Datadog's KubeCon 2020 Guide

Datadog's KubeCon 2020 guide

Learning at KubeCon

With so many keynotes, announcements, and sessions to check out, it looks like KubeCon is going to be another great learning experience this year. Below, we’ve compiled a list of sessions that we’re planning to attend, along with snippets of their abstracts and our take on what we found particularly interesting. You can also view the full schedule here.

Static Analysis of Kubernetes Manifests - Barak Schoster, Bridgecrew

Wednesday, November 18
3:00–3:35 p.m. EST

Planning, provisioning, and changing infrastructure are becoming vital to rapid cloud application development. Incorporating infrastructure as code into software development promotes transparency and immutability and helps prevent bad configurations upstream. In this talk, we’ll cover best practices for writing, testing, and maintaining infrastructure at scale using policy-as-code both in CI/CD and Kubernetes cluster runtimes. We’ll compare the two methods and review sample use cases that showcase the benefits of each. In addition, we’ll cover the current state of open source repositories and Kubernetes manifests found in the wild.

Datadog’s take: Having a good observability strategy is critical for catching potential issues in your production clusters, but ideally we should also detect at least some of those errors before they even get to production. We are looking forward to learning how static analysis of Kubernetes manifests can help users identify these issues more proactively.

Enhancing the Kubernetes Scheduler for Diverse Workloads in Large Clusters - Yuan Chen & Yan Xu, Apple

Thursday, November 19
3:45–4:20 p.m. EST

As a wide diversity of workloads are being deployed in Kubernetes, the default scheduler has become insufficient in light of scheduling performance and functionality. In this talk, Yuan Chen and Yan Xu will present their experiences and results of leveraging the Kubernetes scheduling framework and developing new plugins to create a custom scheduler. The scheduler can meet different scheduling needs of diverse workloads in large-scale clusters, from stateless to stateful services, big data jobs, and machine learning applications. They will deep dive into (1) the design and implementation of the scheduling plugins for performance optimization, custom pod placement, and group scheduling, and (2) the use of plugins and scheduling profiles to achieve a better balance between scheduling performance and quality. New features and enhancements to the scheduling framework will also be discussed.

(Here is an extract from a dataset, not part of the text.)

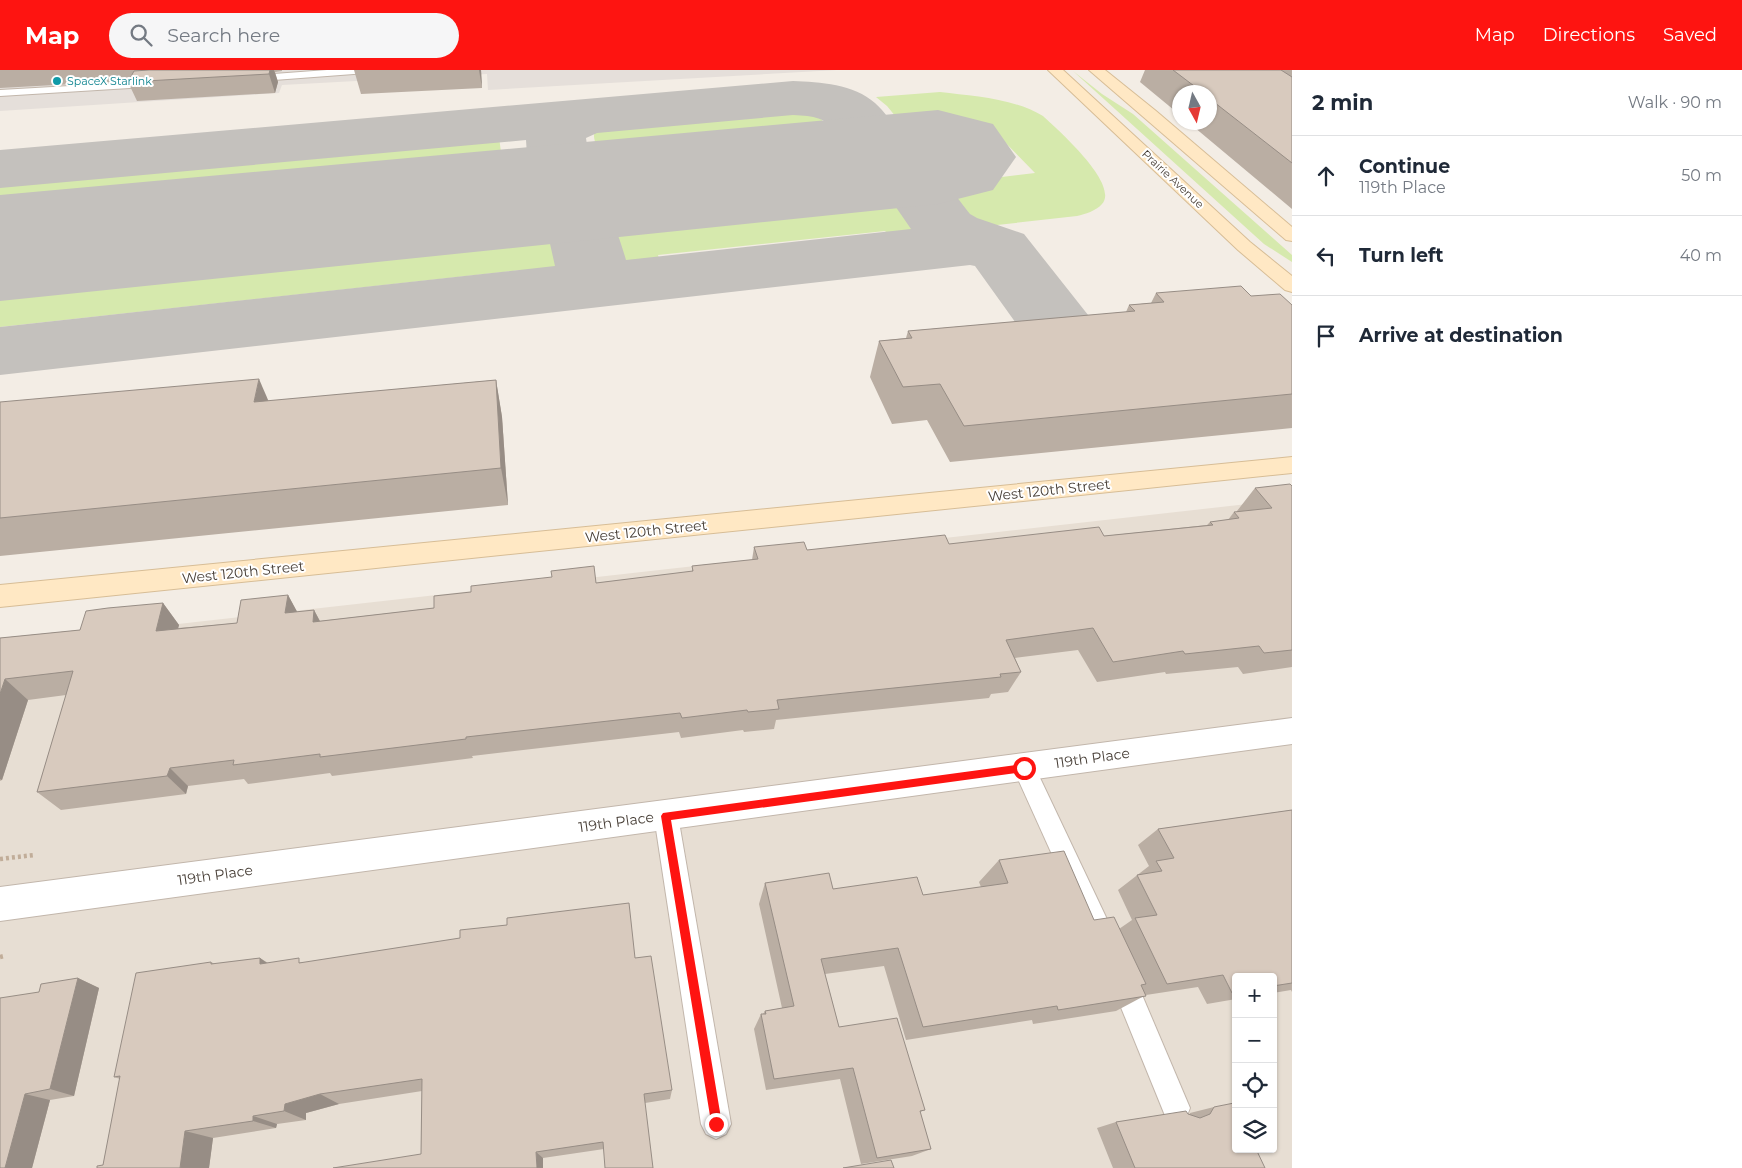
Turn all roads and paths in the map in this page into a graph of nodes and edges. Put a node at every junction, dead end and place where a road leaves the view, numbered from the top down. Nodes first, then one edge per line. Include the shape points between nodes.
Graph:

Datadog’s take: Using a custom scheduler is an interesting idea and any time you get to look inside a super secretive company like Apple can be fun. Extending the scheduler is incredibly powerful and we look forward to seeing how they interpreted the new Scheduling Framework and why they decided to use extension points.

Kubelet Deep Dive: Writing a Kubelet in Rust - Kevin Flansburg, Moose Consulting

Thursday, November 19
5:40–6:15 p.m. EST

Kubelet is a critical part of the Kubernetes project. Kubernetes deployments can vary a great deal in terms of container runtime, self-hosted or static control plane, CNI provider, etc., but they must all have a kubelet running on each node. Many intermediate Kubernetes users could benefit from a deeper understanding of kubelet behavior. This talk discusses the development of a kubelet in Rust, and offers a deep dive into the expected behavior and implementation of the kubelet. The talk will begin with a discussion of how the kubelet fits into a Kubernetes deployment, and its relationship with Kubernetes Operators and the Container Runtime Interface (CRI). Next, the talk will cover important crates for Kubernetes development in Rust, as well as the development of Operators and use of gRPC. Finally, the talk will end with pros and cons of using Rust today for Kubernetes development.

Datadog’s take: Although most of the Kubernetes components are written in Go, Rust is becoming more and more popular within the Kubernetes community. We believe this session can help you understand the kubelet better and learn some Rust while you’re at it!

Panel: Linux in the Kubernetes Era: Does The OS Still Matter? - Tasha Drew, VMware; Kiko Reis, Canonical; Darren Shepherd, Rancher Labs; Dusty Mabe, Red Hat; and Vincent Batts, Kinvolk

Friday, November 20
4:00–4:35 p.m. EST

With the end-of-life of the original “Container Linux” (CoreOS), what is the future for the key underlying component of any Kubernetes deployment: the operating system? While many engineers are opting for general-purpose distributions like Ubuntu or CentOS, there is a healthy ecosystem of Kubernetes- and container-optimized distros, as well as new container-specific kernel features. This panel, bringing together representatives from the key Kubernetes Linux vendors, will review the current state of Linux for cloud-native workloads, the areas being worked on by the community, and the pros and cons of different approaches from an end-user perspective. Discussion topics will include improved kernel support for containers, minimal versus general purpose distros, and loosely versus tightly coupled approaches to distributing Linux+Kubernetes.

Datadog’s take: Kubernetes is sometimes referred to as “the Linux of the Orchestrators,” meaning that Kubernetes is no longer where innovation needs to happen, but it is now a commodity. But if that’s the case, do we care about the OS anymore? Let’s find out together in this interesting panel!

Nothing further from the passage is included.